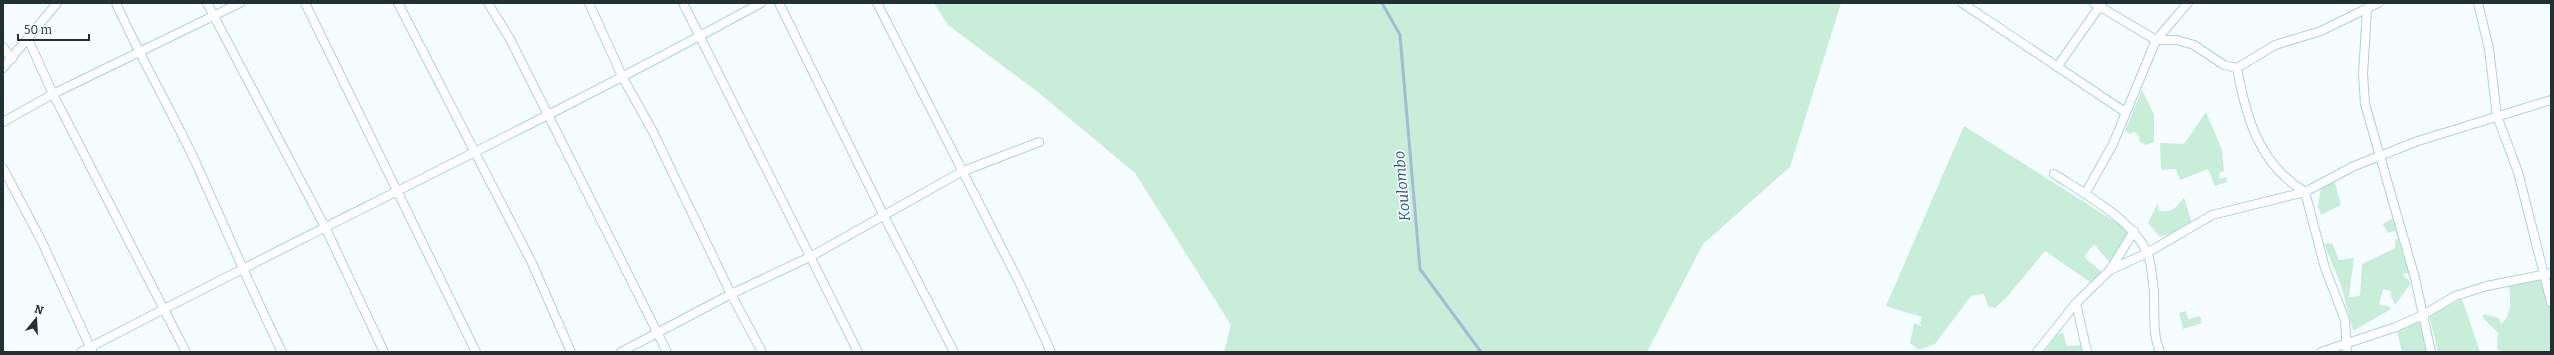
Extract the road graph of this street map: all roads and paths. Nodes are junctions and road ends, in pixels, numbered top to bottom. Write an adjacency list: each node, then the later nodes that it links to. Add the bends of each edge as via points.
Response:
1 (57, 3): 21 (street)
2 (116, 3): 24 (street)
3 (207, 3): 19 (street)
4 (240, 3): 19 (street)
5 (305, 3): 42 (street)
6 (398, 3): 37 (street)
7 (488, 3): 33 (street, via 510,39)
8 (589, 3): 29 (street)
9 (683, 3): 20 (street)
10 (761, 3): 20 (street)
11 (779, 3): 45 (street)
12 (877, 3): 40 (street)
13 (1962, 3): 26 (street)
14 (2188, 3): 22 (street)
15 (2378, 3): 18 (street)
16 (2478, 3): 34 (street, via 2489,49)
17 (2099, 4): 22 (street); 26 (street)
18 (2367, 10): 28 (street, via 2321,31 2275,45); 38 (street, via 2363,74 2365,104)
19 (213, 16): 24 (street); 46 (street)
20 (699, 37): 29 (street); 49 (street)
21 (28, 39): 25 (street); 30 (street)
22 (2156, 40): 28 (street, via 2178,40 2194,45 2224,65); 32 (street)
23 (3, 47): 25 (street)
24 (138, 53): 30 (street); 50 (street, via 194,160)
25 (12, 59): 27 (street)
26 (2057, 67): 32 (street)
27 (3, 68)
28 (2236, 68): 43 (street, via 2242,100 2271,164)
29 (623, 78): 33 (street); 53 (street, via 677,178)
30 (54, 94): 35 (street); 56 (street)
31 (2551, 100): 34 (street)
32 (2125, 112): 44 (street, via 2113,144)
33 (547, 115): 37 (street); 58 (street)
34 (2497, 116): 38 (street, via 2418,141); 52 (street, via 2510,143)
35 (3, 122)
36 (1038, 142): 40 (street)
37 (476, 152): 42 (street); 66 (street, via 532,263)
38 (2380, 157): 43 (street, via 2354,166); 57 (street)
39 (3, 168): 60 (street, via 42,242)
40 (961, 172): 45 (street); 72 (street, via 1019,282)
41 (2054, 174): 44 (street)
42 (396, 192): 46 (street); 65 (street)
43 (2305, 192): 48 (street, via 2212,215); 59 (street, via 2325,268 2345,320)
44 (2085, 194): 47 (street)
45 (884, 216): 49 (street); 71 (street)
46 (325, 227): 50 (street); 64 (street)
47 (2134, 231): 48 (street); 51 (street)
48 (2147, 253): 51 (street); 75 (street, via 2153,280 2155,330)
49 (810, 257): 53 (street); 70 (street)
50 (242, 268): 56 (street); 63 (street)
51 (2110, 270): 55 (street)
52 (2548, 274): 54 (street); 57 (street, via 2487,286 2455,296)
53 (731, 294): 58 (street); 69 (street)
54 (2551, 302)
55 (2076, 303): 73 (street); 74 (street)
56 (164, 308): 60 (street); 62 (street)
57 (2423, 315): 59 (street); 77 (street)
58 (659, 334): 67 (street); 68 (street)
59 (2347, 348): 76 (street)
60 (91, 350): 61 (street)
61 (81, 352)
62 (186, 352)
63 (282, 352)
64 (384, 352)
65 (476, 352)
66 (571, 352)
67 (622, 352)
68 (667, 352)
69 (762, 352)
70 (858, 352)
71 (954, 352)
72 (1051, 352)
73 (2037, 352)
74 (2087, 352)
75 (2160, 352)
76 (2321, 352)
77 (2432, 352)

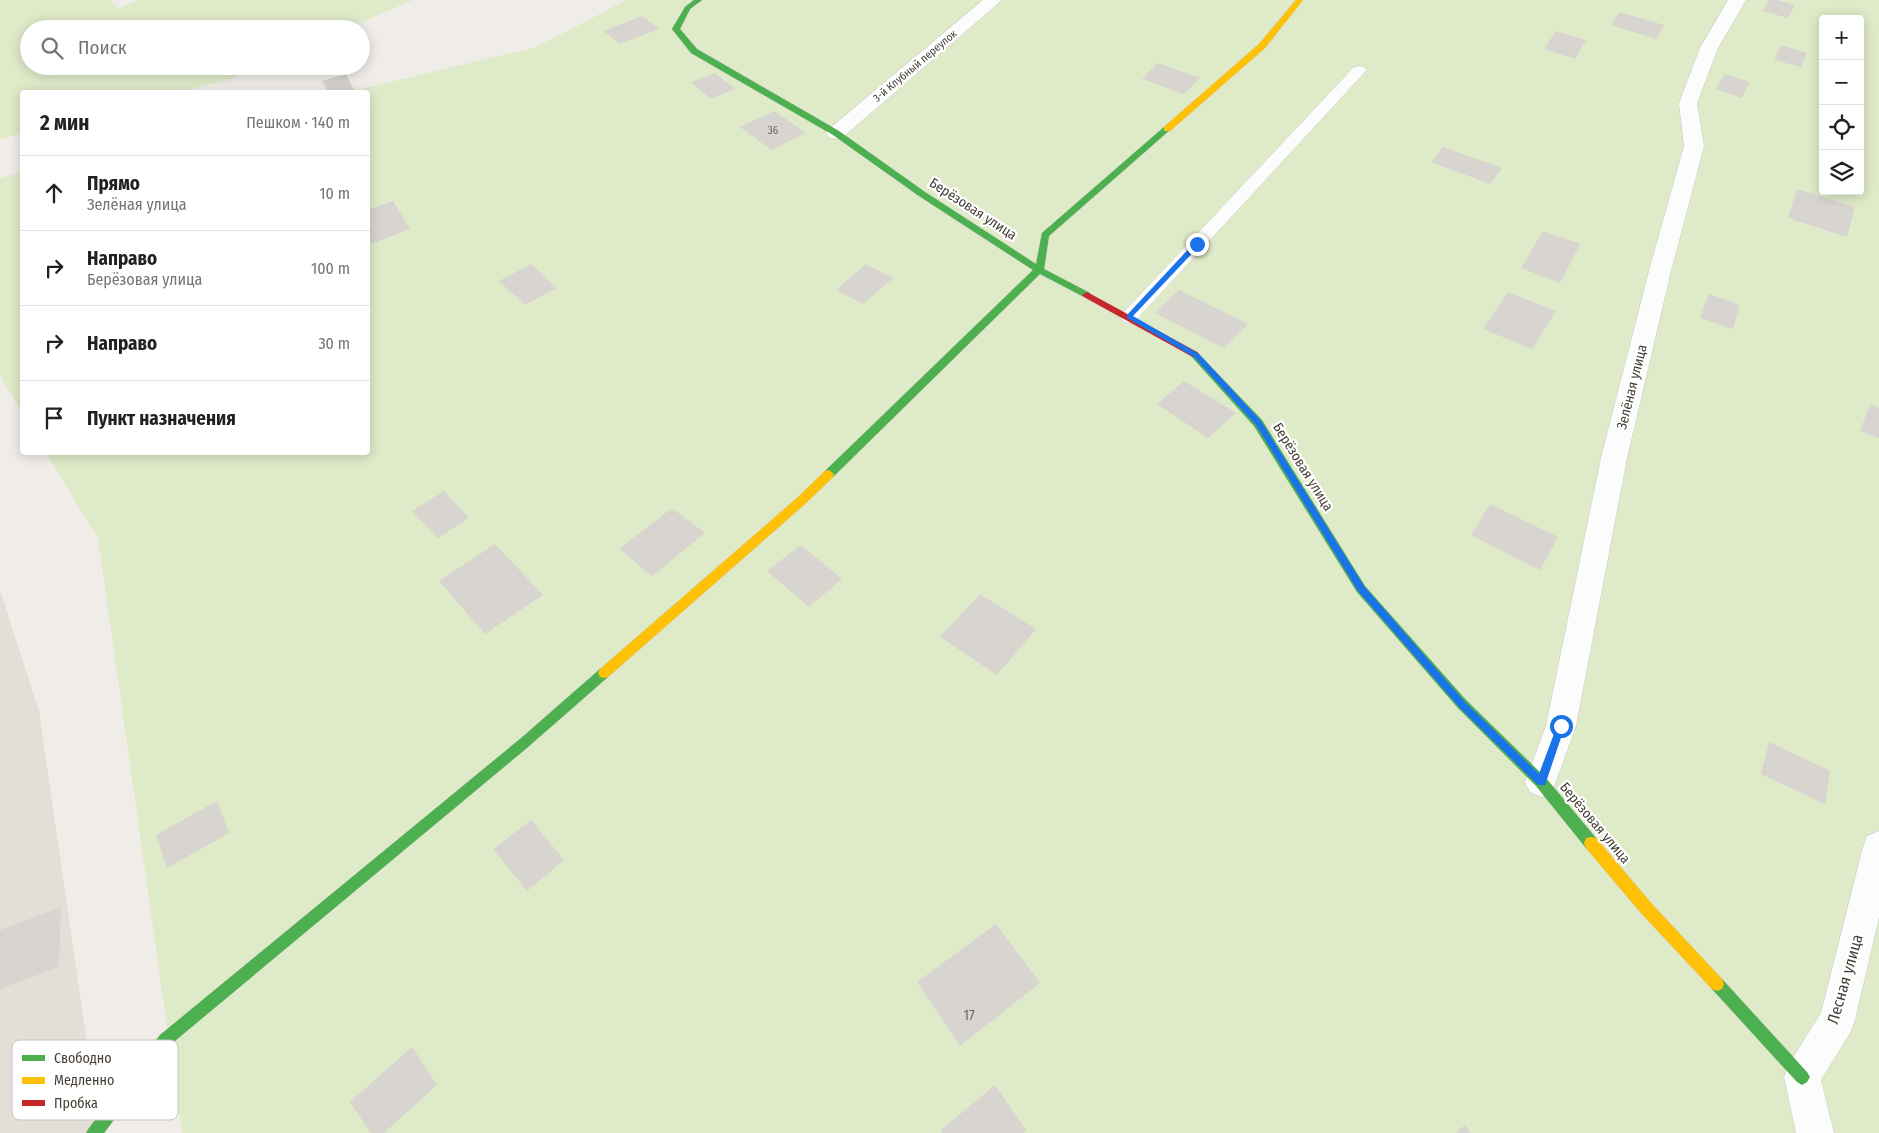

====

▶ [Your objective]: Would you reproduce the records exactly as they stand, but without the pictures?

▶ [Reply]:
Extract the road graph of this street map: all roads and paths. Nodes are junctions and road ends, in pixels, numbered top to bottom. Write an adjacency list: each node, then the later nodes that it links to. Add the bends of each edge as via points.
Response:
1 (57, 3): 21 (street)
2 (116, 3): 24 (street)
3 (207, 3): 19 (street)
4 (240, 3): 19 (street)
5 (305, 3): 42 (street)
6 (398, 3): 37 (street)
7 (488, 3): 33 (street, via 510,39)
8 (589, 3): 29 (street)
9 (683, 3): 20 (street)
10 (761, 3): 20 (street)
11 (779, 3): 45 (street)
12 (877, 3): 40 (street)
13 (1962, 3): 26 (street)
14 (2188, 3): 22 (street)
15 (2378, 3): 18 (street)
16 (2478, 3): 34 (street, via 2489,49)
17 (2099, 4): 22 (street); 26 (street)
18 (2367, 10): 28 (street, via 2321,31 2275,45); 38 (street, via 2363,74 2365,104)
19 (213, 16): 24 (street); 46 (street)
20 (699, 37): 29 (street); 49 (street)
21 (28, 39): 25 (street); 30 (street)
22 (2156, 40): 28 (street, via 2178,40 2194,45 2224,65); 32 (street)
23 (3, 47): 25 (street)
24 (138, 53): 30 (street); 50 (street, via 194,160)
25 (12, 59): 27 (street)
26 (2057, 67): 32 (street)
27 (3, 68)
28 (2236, 68): 43 (street, via 2242,100 2271,164)
29 (623, 78): 33 (street); 53 (street, via 677,178)
30 (54, 94): 35 (street); 56 (street)
31 (2551, 100): 34 (street)
32 (2125, 112): 44 (street, via 2113,144)
33 (547, 115): 37 (street); 58 (street)
34 (2497, 116): 38 (street, via 2418,141); 52 (street, via 2510,143)
35 (3, 122)
36 (1038, 142): 40 (street)
37 (476, 152): 42 (street); 66 (street, via 532,263)
38 (2380, 157): 43 (street, via 2354,166); 57 (street)
39 (3, 168): 60 (street, via 42,242)
40 (961, 172): 45 (street); 72 (street, via 1019,282)
41 (2054, 174): 44 (street)
42 (396, 192): 46 (street); 65 (street)
43 (2305, 192): 48 (street, via 2212,215); 59 (street, via 2325,268 2345,320)
44 (2085, 194): 47 (street)
45 (884, 216): 49 (street); 71 (street)
46 (325, 227): 50 (street); 64 (street)
47 (2134, 231): 48 (street); 51 (street)
48 (2147, 253): 51 (street); 75 (street, via 2153,280 2155,330)
49 (810, 257): 53 (street); 70 (street)
50 (242, 268): 56 (street); 63 (street)
51 (2110, 270): 55 (street)
52 (2548, 274): 54 (street); 57 (street, via 2487,286 2455,296)
53 (731, 294): 58 (street); 69 (street)
54 (2551, 302)
55 (2076, 303): 73 (street); 74 (street)
56 (164, 308): 60 (street); 62 (street)
57 (2423, 315): 59 (street); 77 (street)
58 (659, 334): 67 (street); 68 (street)
59 (2347, 348): 76 (street)
60 (91, 350): 61 (street)
61 (81, 352)
62 (186, 352)
63 (282, 352)
64 (384, 352)
65 (476, 352)
66 (571, 352)
67 (622, 352)
68 (667, 352)
69 (762, 352)
70 (858, 352)
71 (954, 352)
72 (1051, 352)
73 (2037, 352)
74 (2087, 352)
75 (2160, 352)
76 (2321, 352)
77 (2432, 352)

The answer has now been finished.